ABOUT THIS TASK> Should any entry seem unclear, still set it down exactly as given, along with all the others.

===== MATERIAL TO PROCESS

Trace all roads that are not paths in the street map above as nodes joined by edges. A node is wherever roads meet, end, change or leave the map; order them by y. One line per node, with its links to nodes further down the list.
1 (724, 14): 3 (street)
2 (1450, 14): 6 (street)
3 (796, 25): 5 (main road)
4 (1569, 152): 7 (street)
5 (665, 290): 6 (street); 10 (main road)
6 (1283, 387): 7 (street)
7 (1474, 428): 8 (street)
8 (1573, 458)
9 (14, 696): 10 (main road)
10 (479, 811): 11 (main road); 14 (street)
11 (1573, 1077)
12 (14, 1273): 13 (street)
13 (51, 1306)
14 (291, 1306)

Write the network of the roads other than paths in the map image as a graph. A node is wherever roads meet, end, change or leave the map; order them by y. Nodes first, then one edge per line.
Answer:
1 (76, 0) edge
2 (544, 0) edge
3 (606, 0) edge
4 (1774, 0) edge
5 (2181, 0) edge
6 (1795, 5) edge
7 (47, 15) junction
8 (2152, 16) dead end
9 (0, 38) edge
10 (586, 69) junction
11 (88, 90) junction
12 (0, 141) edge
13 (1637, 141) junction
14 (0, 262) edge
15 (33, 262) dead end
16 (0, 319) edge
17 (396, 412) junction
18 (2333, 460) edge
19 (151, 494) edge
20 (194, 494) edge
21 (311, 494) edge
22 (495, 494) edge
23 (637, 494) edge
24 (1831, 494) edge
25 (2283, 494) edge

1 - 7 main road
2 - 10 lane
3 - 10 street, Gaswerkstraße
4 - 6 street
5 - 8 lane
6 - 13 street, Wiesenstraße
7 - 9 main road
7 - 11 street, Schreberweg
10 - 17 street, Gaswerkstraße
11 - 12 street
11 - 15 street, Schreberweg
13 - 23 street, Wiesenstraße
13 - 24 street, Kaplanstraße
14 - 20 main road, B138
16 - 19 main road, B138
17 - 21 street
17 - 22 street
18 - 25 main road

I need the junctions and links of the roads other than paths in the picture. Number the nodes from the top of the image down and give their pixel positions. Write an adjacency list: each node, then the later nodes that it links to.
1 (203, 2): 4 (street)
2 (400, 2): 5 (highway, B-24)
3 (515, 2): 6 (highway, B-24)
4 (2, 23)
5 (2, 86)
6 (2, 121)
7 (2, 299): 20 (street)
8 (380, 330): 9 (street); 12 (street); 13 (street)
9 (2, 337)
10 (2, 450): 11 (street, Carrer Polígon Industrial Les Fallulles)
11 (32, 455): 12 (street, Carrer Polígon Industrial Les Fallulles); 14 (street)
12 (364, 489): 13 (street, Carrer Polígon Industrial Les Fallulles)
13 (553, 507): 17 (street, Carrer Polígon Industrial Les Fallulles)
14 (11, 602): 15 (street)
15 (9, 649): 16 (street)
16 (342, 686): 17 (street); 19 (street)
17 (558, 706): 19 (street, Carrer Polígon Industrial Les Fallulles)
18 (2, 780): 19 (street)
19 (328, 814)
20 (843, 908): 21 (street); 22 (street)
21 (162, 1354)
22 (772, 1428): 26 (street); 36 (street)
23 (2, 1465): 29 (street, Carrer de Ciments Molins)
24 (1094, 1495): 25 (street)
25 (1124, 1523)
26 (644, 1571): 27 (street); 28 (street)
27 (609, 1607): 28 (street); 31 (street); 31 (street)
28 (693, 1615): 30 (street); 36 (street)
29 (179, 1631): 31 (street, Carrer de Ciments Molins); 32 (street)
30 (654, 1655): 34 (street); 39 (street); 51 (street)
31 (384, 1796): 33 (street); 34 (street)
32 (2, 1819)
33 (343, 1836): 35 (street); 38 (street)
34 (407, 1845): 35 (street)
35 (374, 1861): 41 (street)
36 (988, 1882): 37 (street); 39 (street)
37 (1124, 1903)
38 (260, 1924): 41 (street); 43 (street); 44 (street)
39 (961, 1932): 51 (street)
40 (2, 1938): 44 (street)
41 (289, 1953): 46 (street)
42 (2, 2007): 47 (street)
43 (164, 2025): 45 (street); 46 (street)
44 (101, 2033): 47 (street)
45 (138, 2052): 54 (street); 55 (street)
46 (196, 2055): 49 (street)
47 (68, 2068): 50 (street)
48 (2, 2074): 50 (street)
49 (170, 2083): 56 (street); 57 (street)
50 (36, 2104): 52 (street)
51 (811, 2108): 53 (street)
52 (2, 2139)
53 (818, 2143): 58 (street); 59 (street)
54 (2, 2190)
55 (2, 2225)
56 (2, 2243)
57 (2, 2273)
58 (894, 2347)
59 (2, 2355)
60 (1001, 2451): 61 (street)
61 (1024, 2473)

==========

RESPONSE TO THE TASK>
Trace all roads that are not paths in the street map above as nodes joined by edges. A node is wherever roads meet, end, change or leave the map; order them by y. One line per node, with its links to nodes further down the list.
1 (724, 14): 3 (street)
2 (1450, 14): 6 (street)
3 (796, 25): 5 (main road)
4 (1569, 152): 7 (street)
5 (665, 290): 6 (street); 10 (main road)
6 (1283, 387): 7 (street)
7 (1474, 428): 8 (street)
8 (1573, 458)
9 (14, 696): 10 (main road)
10 (479, 811): 11 (main road); 14 (street)
11 (1573, 1077)
12 (14, 1273): 13 (street)
13 (51, 1306)
14 (291, 1306)

Write the network of the roads other than paths in the map image as a graph. A node is wherever roads meet, end, change or leave the map; order them by y. Nodes first, then one edge per line.
Answer:
1 (76, 0) edge
2 (544, 0) edge
3 (606, 0) edge
4 (1774, 0) edge
5 (2181, 0) edge
6 (1795, 5) edge
7 (47, 15) junction
8 (2152, 16) dead end
9 (0, 38) edge
10 (586, 69) junction
11 (88, 90) junction
12 (0, 141) edge
13 (1637, 141) junction
14 (0, 262) edge
15 (33, 262) dead end
16 (0, 319) edge
17 (396, 412) junction
18 (2333, 460) edge
19 (151, 494) edge
20 (194, 494) edge
21 (311, 494) edge
22 (495, 494) edge
23 (637, 494) edge
24 (1831, 494) edge
25 (2283, 494) edge

1 - 7 main road
2 - 10 lane
3 - 10 street, Gaswerkstraße
4 - 6 street
5 - 8 lane
6 - 13 street, Wiesenstraße
7 - 9 main road
7 - 11 street, Schreberweg
10 - 17 street, Gaswerkstraße
11 - 12 street
11 - 15 street, Schreberweg
13 - 23 street, Wiesenstraße
13 - 24 street, Kaplanstraße
14 - 20 main road, B138
16 - 19 main road, B138
17 - 21 street
17 - 22 street
18 - 25 main road

I need the junctions and links of the roads other than paths in the picture. Number the nodes from the top of the image down and give their pixel positions. Write an adjacency list: each node, then the later nodes that it links to.
1 (203, 2): 4 (street)
2 (400, 2): 5 (highway, B-24)
3 (515, 2): 6 (highway, B-24)
4 (2, 23)
5 (2, 86)
6 (2, 121)
7 (2, 299): 20 (street)
8 (380, 330): 9 (street); 12 (street); 13 (street)
9 (2, 337)
10 (2, 450): 11 (street, Carrer Polígon Industrial Les Fallulles)
11 (32, 455): 12 (street, Carrer Polígon Industrial Les Fallulles); 14 (street)
12 (364, 489): 13 (street, Carrer Polígon Industrial Les Fallulles)
13 (553, 507): 17 (street, Carrer Polígon Industrial Les Fallulles)
14 (11, 602): 15 (street)
15 (9, 649): 16 (street)
16 (342, 686): 17 (street); 19 (street)
17 (558, 706): 19 (street, Carrer Polígon Industrial Les Fallulles)
18 (2, 780): 19 (street)
19 (328, 814)
20 (843, 908): 21 (street); 22 (street)
21 (162, 1354)
22 (772, 1428): 26 (street); 36 (street)
23 (2, 1465): 29 (street, Carrer de Ciments Molins)
24 (1094, 1495): 25 (street)
25 (1124, 1523)
26 (644, 1571): 27 (street); 28 (street)
27 (609, 1607): 28 (street); 31 (street); 31 (street)
28 (693, 1615): 30 (street); 36 (street)
29 (179, 1631): 31 (street, Carrer de Ciments Molins); 32 (street)
30 (654, 1655): 34 (street); 39 (street); 51 (street)
31 (384, 1796): 33 (street); 34 (street)
32 (2, 1819)
33 (343, 1836): 35 (street); 38 (street)
34 (407, 1845): 35 (street)
35 (374, 1861): 41 (street)
36 (988, 1882): 37 (street); 39 (street)
37 (1124, 1903)
38 (260, 1924): 41 (street); 43 (street); 44 (street)
39 (961, 1932): 51 (street)
40 (2, 1938): 44 (street)
41 (289, 1953): 46 (street)
42 (2, 2007): 47 (street)
43 (164, 2025): 45 (street); 46 (street)
44 (101, 2033): 47 (street)
45 (138, 2052): 54 (street); 55 (street)
46 (196, 2055): 49 (street)
47 (68, 2068): 50 (street)
48 (2, 2074): 50 (street)
49 (170, 2083): 56 (street); 57 (street)
50 (36, 2104): 52 (street)
51 (811, 2108): 53 (street)
52 (2, 2139)
53 (818, 2143): 58 (street); 59 (street)
54 (2, 2190)
55 (2, 2225)
56 (2, 2243)
57 (2, 2273)
58 (894, 2347)
59 (2, 2355)
60 (1001, 2451): 61 (street)
61 (1024, 2473)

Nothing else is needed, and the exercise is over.